How to complete this task → Lines below containing the word "edges" should be copied out.

Data listing Start Marker

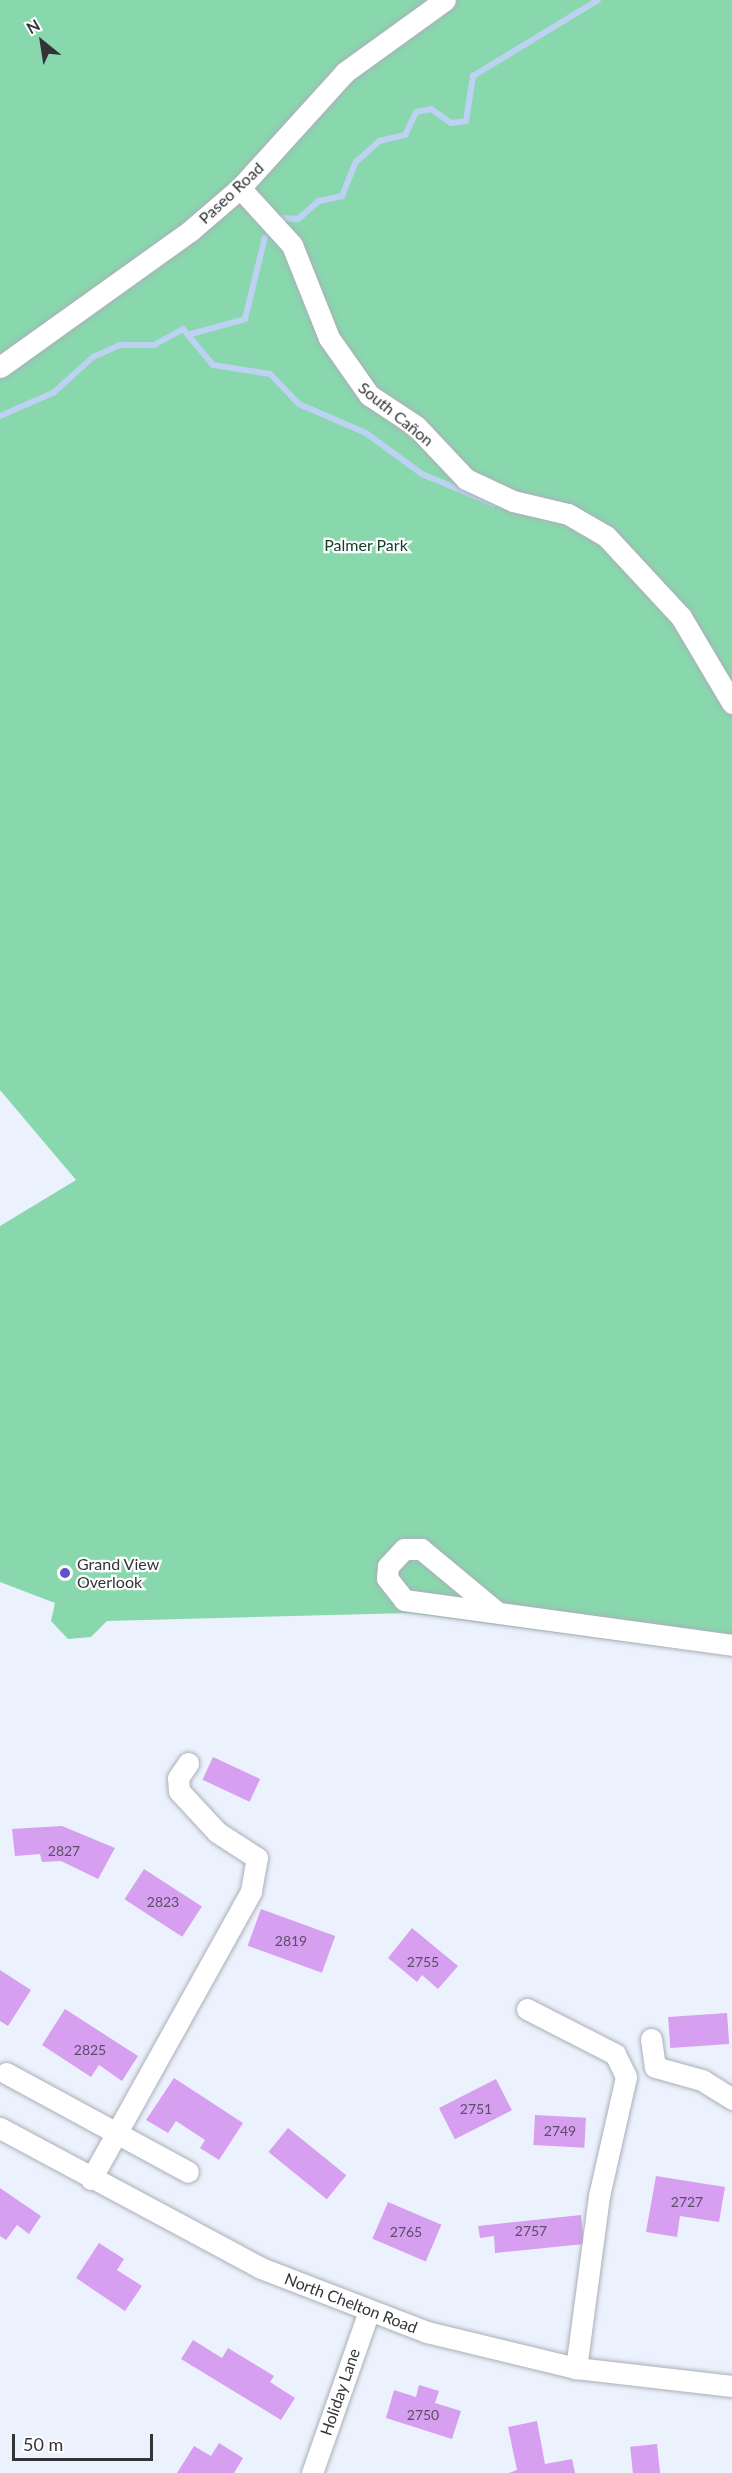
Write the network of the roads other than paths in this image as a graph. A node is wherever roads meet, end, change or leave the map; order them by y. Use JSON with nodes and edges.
{"nodes":[{"id":1,"x":445,"y":0,"type":"edge"},
{"id":2,"x":240,"y":188,"type":"junction"},
{"id":3,"x":0,"y":367,"type":"edge"},
{"id":4,"x":732,"y":703,"type":"edge"},
{"id":5,"x":497,"y":1612,"type":"junction"},
{"id":6,"x":732,"y":1645,"type":"edge"},
{"id":7,"x":188,"y":1763,"type":"dead end"},
{"id":8,"x":527,"y":2009,"type":"dead end"},
{"id":9,"x":651,"y":2039,"type":"dead end"},
{"id":10,"x":6,"y":2073,"type":"dead end"},
{"id":11,"x":732,"y":2099,"type":"edge"},
{"id":12,"x":0,"y":2128,"type":"edge"},
{"id":13,"x":117,"y":2133,"type":"junction"},
{"id":14,"x":188,"y":2172,"type":"dead end"},
{"id":15,"x":91,"y":2179,"type":"junction"},
{"id":16,"x":369,"y":2311,"type":"junction"},
{"id":17,"x":576,"y":2368,"type":"junction"},
{"id":18,"x":732,"y":2386,"type":"edge"},
{"id":19,"x":312,"y":2473,"type":"edge"}],
"edges":[{"from":1,"to":2,"type":"street","name":"Paseo Road"},
{"from":2,"to":3,"type":"street","name":"Paseo Road"},
{"from":2,"to":4,"type":"street","name":"South Cañon"},
{"from":5,"to":5,"type":"street"},
{"from":5,"to":6,"type":"street"},
{"from":7,"to":13,"type":"street"},
{"from":8,"to":17,"type":"street"},
{"from":9,"to":11,"type":"street"},
{"from":10,"to":13,"type":"street"},
{"from":12,"to":15,"type":"street","name":"North Chelton Road"},
{"from":13,"to":14,"type":"street"},
{"from":13,"to":15,"type":"street"},
{"from":15,"to":16,"type":"street","name":"North Chelton Road"},
{"from":16,"to":17,"type":"street","name":"North Chelton Road"},
{"from":16,"to":19,"type":"street","name":"Holiday Lane"},
{"from":17,"to":18,"type":"street","name":"North Chelton Road"}]}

Data listing End Marker

Result of the task →
Write the network of the roads other than paths in this image as a graph. A node is wherever roads meet, end, change or leave the map; order them by y. Use JSON with nodes and edges.
"edges":[{"from":1,"to":2,"type":"street","name":"Paseo Road"},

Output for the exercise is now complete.